I’m not sure what I imagined my biological father to look like, but this sure as hell isn’t it. He is a mountain of a man, standing just a bit taller than the twins, with beefy, tatted muscles that are easily seen beneath the tight, painted-on black T-shirt. His graying black hair is cropped short, but he has a bushy salt and pepper beard. He looks like a mountain man. His eyes are the same crystal blue, with deepened edges hidden beneath bushy brows.
Jesus, I’m related to the brawny paper towel man.
“Hello, Bailey.” His voice holds a deep, thunderous timbre that sinks into my bones.
“H-hi,” I stutter out.
Kill me now.
The big man grins, the simple action lighting up his face.
“My name is Toph Eriksen.”
I swallow against the lump in my throat. “I’m Bailey.”
“I know.”
Insert facepalm here.
“Right…”
He chuckles warmly. “I see you got your mother’s awkwardness. She could stampede right through a sea of half-drunk bikers without a second thought but introduce her to someone new and she was all thumbs.”
“Can you tell me about her?” I ask. “And… you?”
A sadness creeps into his features. Longing and regret. He opens the door wider and motions for me to enter. I step inside, my footsteps tentative. I’m shocked when Seamus informed me that his father has set Toph up in one of the rooms on the guest floor. I hadn’t expected the hatchet to be buried so easily.
The television in the den is going. The footage of Richard Crowe’s failed announcement for his bid for presidency has been running on repeat for the last twenty-four hours. I learned that a few things had taken place yesterday, not just my rescue. While they were breaching their way into the brothel, Ava and her right-hand man, Vas, had gone after Drew and Brittany.
Both of whom are now dead.
I can breathe easier on that front.
At the same time all of this was going on, Crowe was in the middle of giving his speech on doing what is right for the country and how if the people elect him as president… blah, blah, bullshit. Unbeknownst to him, the screen behind him began to play every depraved home video he made with the underage girls he trafficked into the city.
Shocker.
So much for family values.
He was arrested on the spot. A lump grows in my throat as I watch the footage replay. Reporters hammer down the door at the house, and cameras flash as Sarah is led away in handcuffs for her part. Complicity is a bitch. She got what she deserves.
“Dalia. Dalia.” The reporter on the screen hounds my former “half-sister.”
“What do you have to say about the actions of your parents? Were you involved? Did you know what they were doing?”
She presses by them, her gaze hidden by a pair of dark sunglasses. Are they red-rimmed from crying, or is she as stone cold as her mother?

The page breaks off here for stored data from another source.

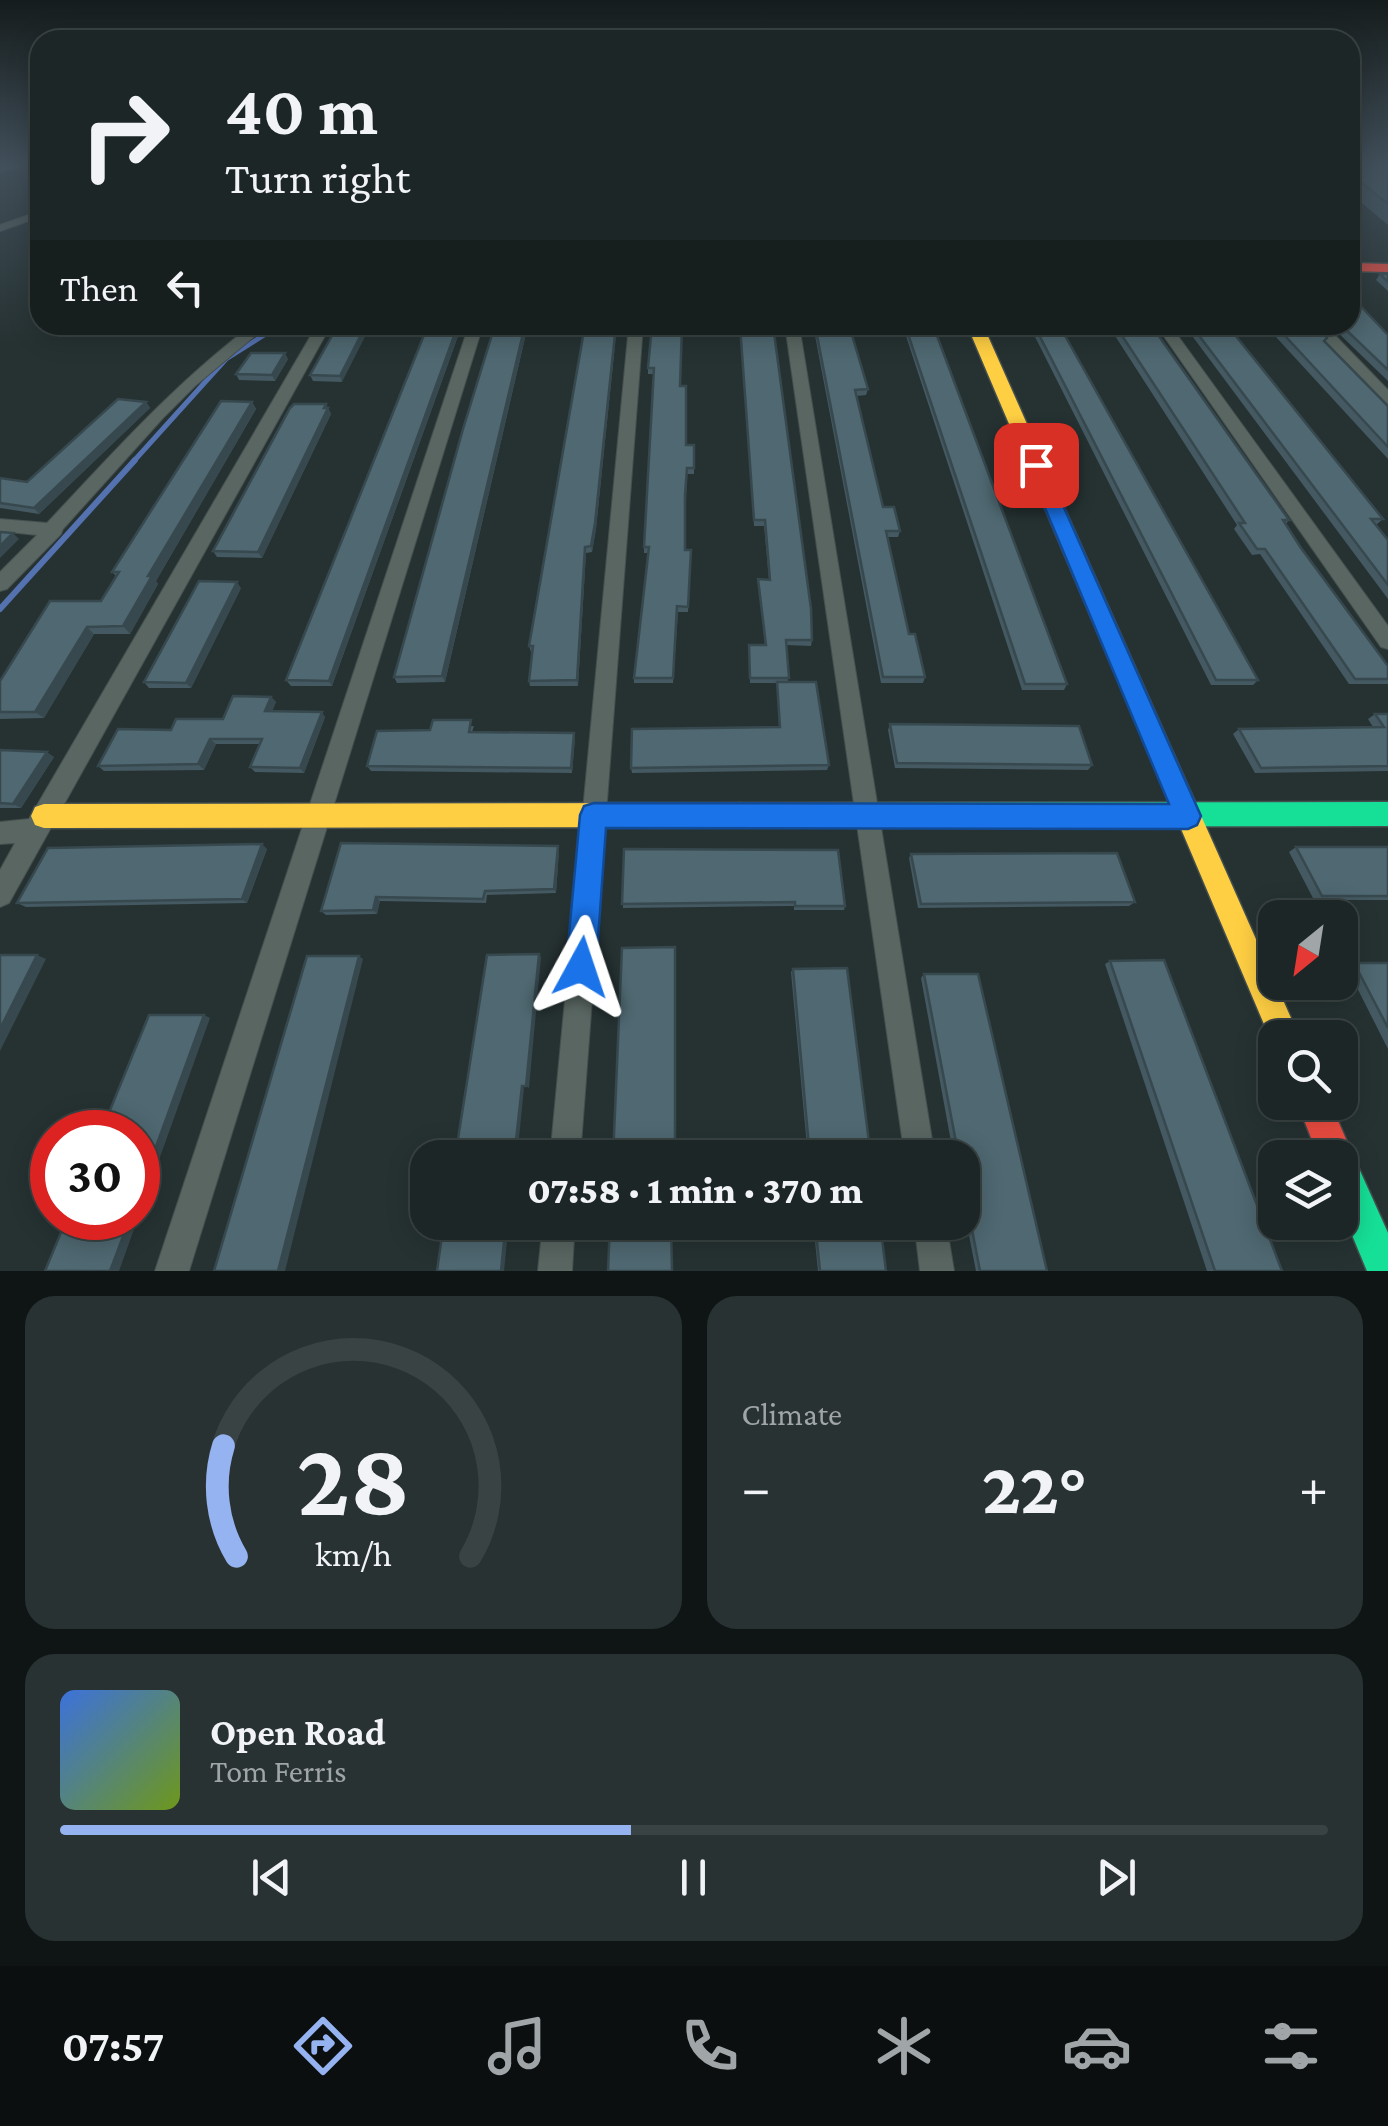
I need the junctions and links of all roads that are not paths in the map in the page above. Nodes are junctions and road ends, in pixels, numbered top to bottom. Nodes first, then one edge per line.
1 (1360, 267) edge
2 (1388, 268) edge
3 (246, 335) edge
4 (318, 335) edge
5 (473, 335) edge
6 (635, 335) edge
7 (794, 335) edge
8 (980, 335) edge
9 (1171, 335) edge
10 (1326, 335) edge
11 (1388, 400) edge
12 (0, 525) edge
13 (55, 530) junction
14 (0, 584) edge
15 (1388, 641) edge
16 (1388, 814) edge
17 (594, 815) junction
18 (1188, 816) junction
19 (316, 818) junction
20 (869, 818) junction
21 (40, 823) junction
22 (0, 833) edge
23 (0, 894) edge
24 (1276, 1020) edge
25 (567, 1140) edge
26 (917, 1140) edge
27 (1358, 1206) edge
28 (558, 1240) edge
29 (933, 1240) edge
30 (172, 1271) edge
31 (555, 1271) edge
32 (937, 1271) edge
33 (1386, 1271) edge

1 - 2 street
3 - 13 street
4 - 21 street
5 - 19 street
6 - 17 street
7 - 20 street
8 - 18 street
9 - 15 street
10 - 11 street
12 - 13 street
13 - 14 street
16 - 18 street
17 - 19 street
17 - 20 street
17 - 25 street
18 - 20 street
18 - 24 street
19 - 21 street
19 - 30 street
20 - 26 street
21 - 22 street
21 - 23 street
27 - 33 street
28 - 31 street
29 - 32 street

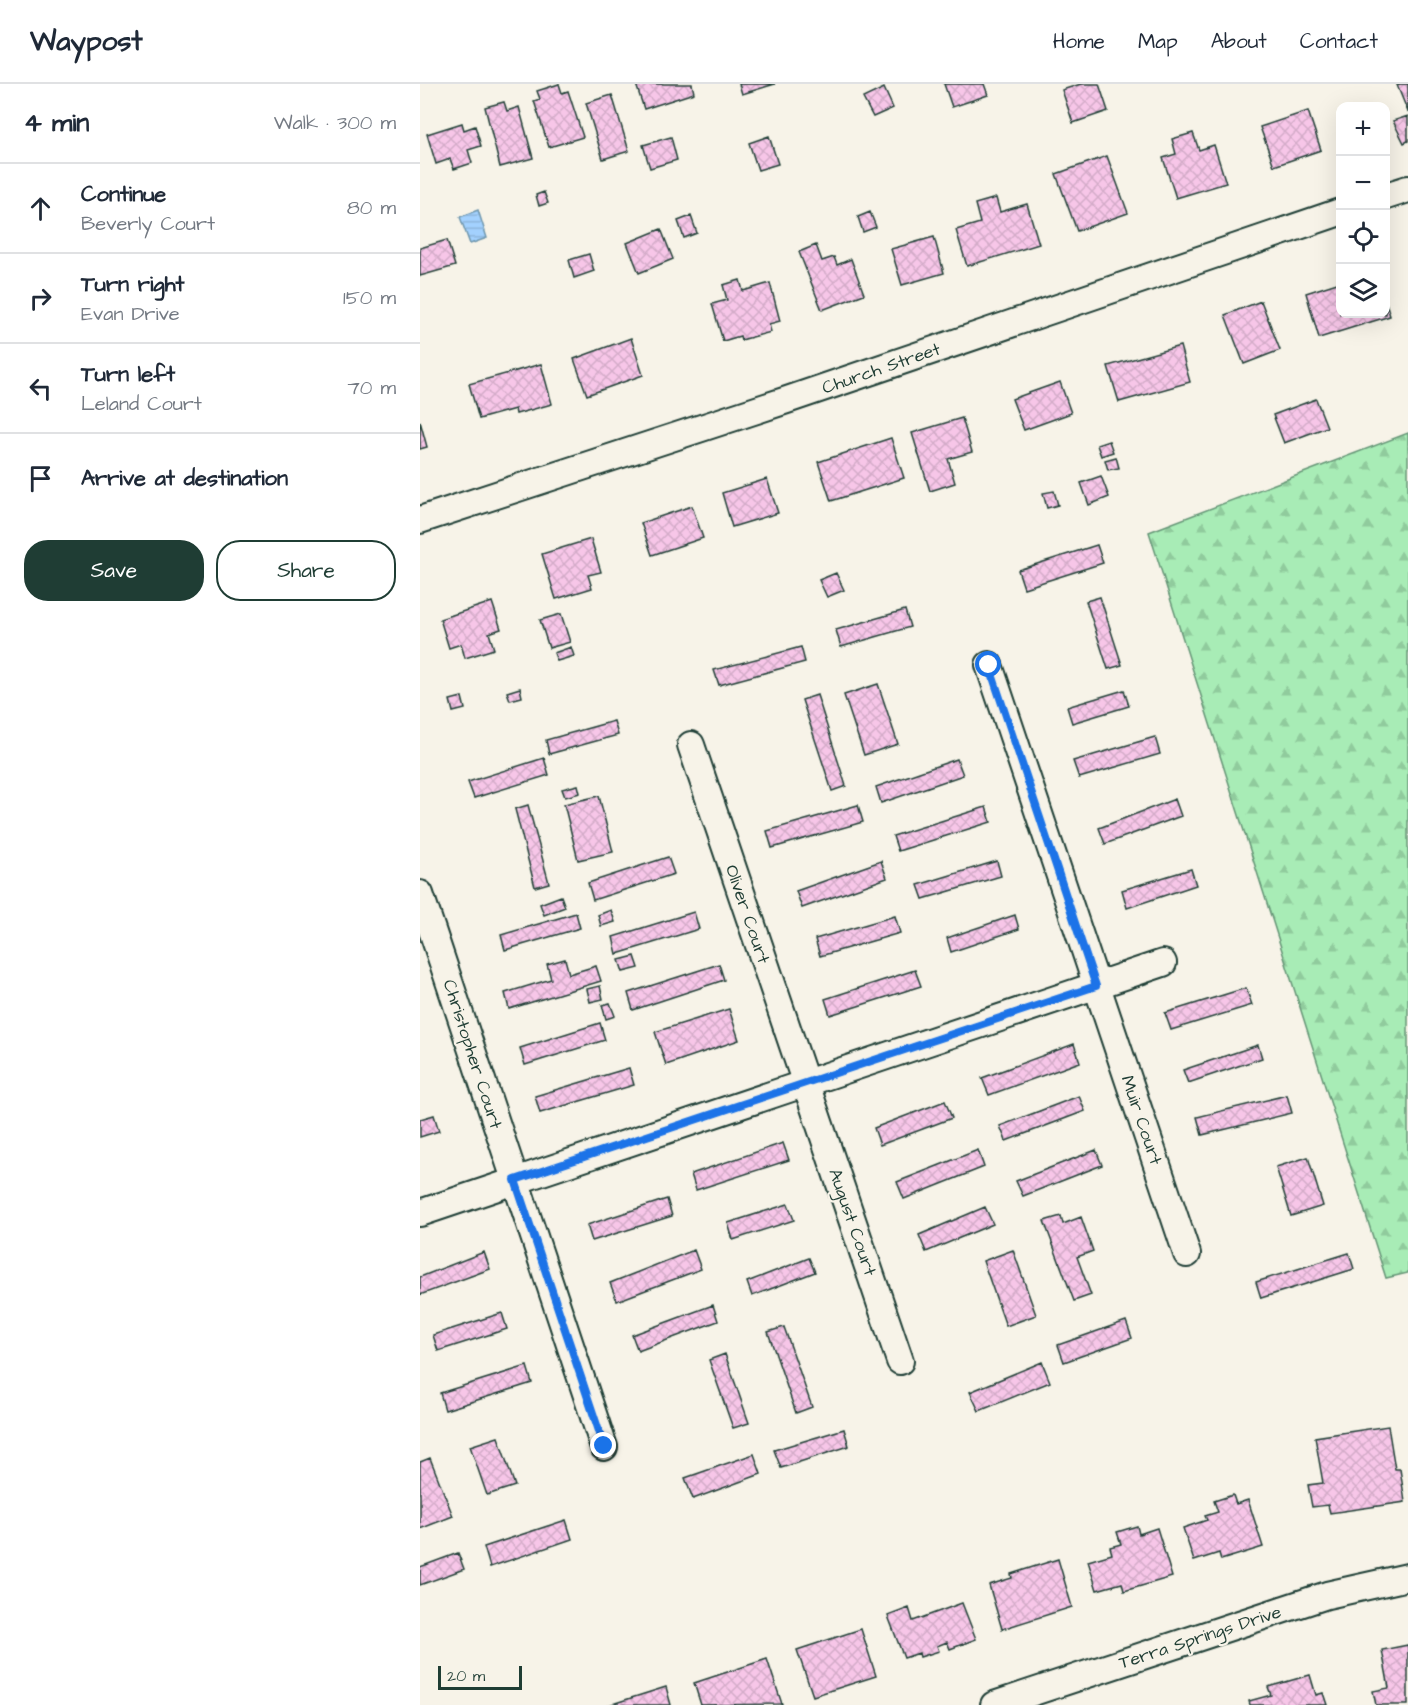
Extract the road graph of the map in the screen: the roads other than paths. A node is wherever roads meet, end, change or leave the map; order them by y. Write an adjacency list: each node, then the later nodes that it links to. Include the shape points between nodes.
1 (1408, 189): 2 (street)
2 (1390, 195)
3 (1336, 214): 4 (street, Church Street)
4 (420, 520)
5 (989, 665): 9 (street, Muir Court)
6 (691, 745): 10 (street, Oliver Court)
7 (420, 894): 11 (street, Christopher Court)
8 (1163, 963): 9 (street)
9 (1096, 986): 10 (street); 13 (street, Muir Court)
10 (806, 1083): 11 (street); 14 (street, August Court)
11 (515, 1180): 12 (street); 15 (street, Christopher Court)
12 (420, 1213)
13 (1187, 1254)
14 (900, 1361)
15 (604, 1446)
16 (1408, 1577): 17 (street, Terra Springs Drive, via 1327,1595)
17 (994, 1705)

The screen flashes to show Crowe’s face, and I flinch. It is the same look he had back in that room. It is full of anger, but there is a knowing twist to the corner of his lips. What does he know that gives him such confidence? Does he believe that the charges won’t stick? The entire city—no, the entire nation—has seen what a despicable, corrupted individual he is.
“He won’t be a problem anymore, Bailey,” Toph whispers next to me. His assurance feels confident, and it warms me.